EXERCISE DESCRIPTION> Find every line in the entries that holds the string "lane" and report it.

________

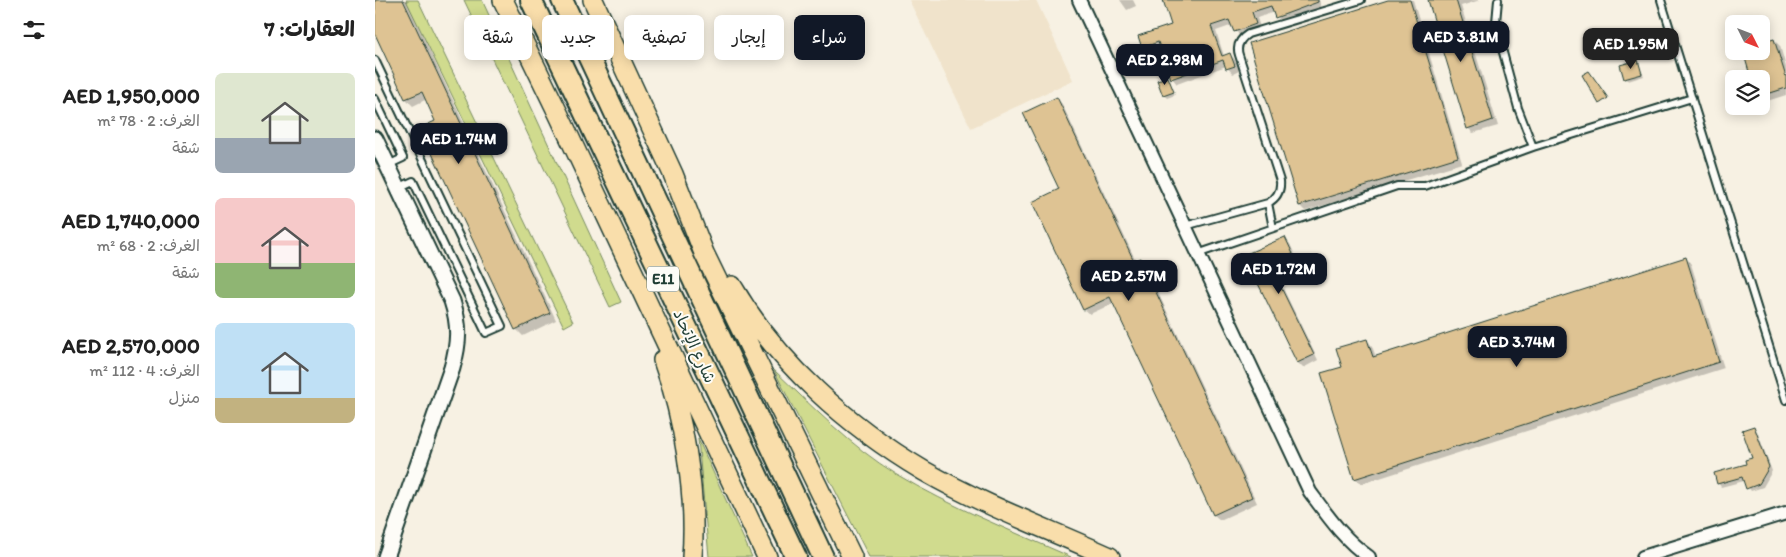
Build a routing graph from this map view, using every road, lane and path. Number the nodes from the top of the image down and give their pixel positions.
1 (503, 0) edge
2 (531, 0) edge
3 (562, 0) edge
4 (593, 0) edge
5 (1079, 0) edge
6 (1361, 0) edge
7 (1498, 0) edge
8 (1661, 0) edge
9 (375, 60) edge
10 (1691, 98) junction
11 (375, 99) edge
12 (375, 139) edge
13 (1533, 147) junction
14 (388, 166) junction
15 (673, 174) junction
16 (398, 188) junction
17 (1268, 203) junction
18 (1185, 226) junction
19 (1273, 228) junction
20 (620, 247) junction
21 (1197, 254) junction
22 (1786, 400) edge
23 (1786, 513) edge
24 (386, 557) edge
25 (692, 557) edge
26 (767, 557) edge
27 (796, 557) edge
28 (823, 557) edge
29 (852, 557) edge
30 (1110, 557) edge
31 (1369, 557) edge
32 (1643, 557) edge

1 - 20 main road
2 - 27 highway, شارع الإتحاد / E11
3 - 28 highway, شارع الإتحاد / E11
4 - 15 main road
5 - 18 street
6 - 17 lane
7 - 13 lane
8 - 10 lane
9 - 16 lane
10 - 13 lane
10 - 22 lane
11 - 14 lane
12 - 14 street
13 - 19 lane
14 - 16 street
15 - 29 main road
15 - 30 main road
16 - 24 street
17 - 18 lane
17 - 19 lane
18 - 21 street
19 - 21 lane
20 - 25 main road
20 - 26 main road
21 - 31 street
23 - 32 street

________

RESULT>
Build a routing graph from this map view, using every road, lane and path. Number the nodes from the top of the image down and give their pixel positions.
6 - 17 lane
7 - 13 lane
8 - 10 lane
9 - 16 lane
10 - 13 lane
10 - 22 lane
11 - 14 lane
13 - 19 lane
17 - 18 lane
17 - 19 lane
19 - 21 lane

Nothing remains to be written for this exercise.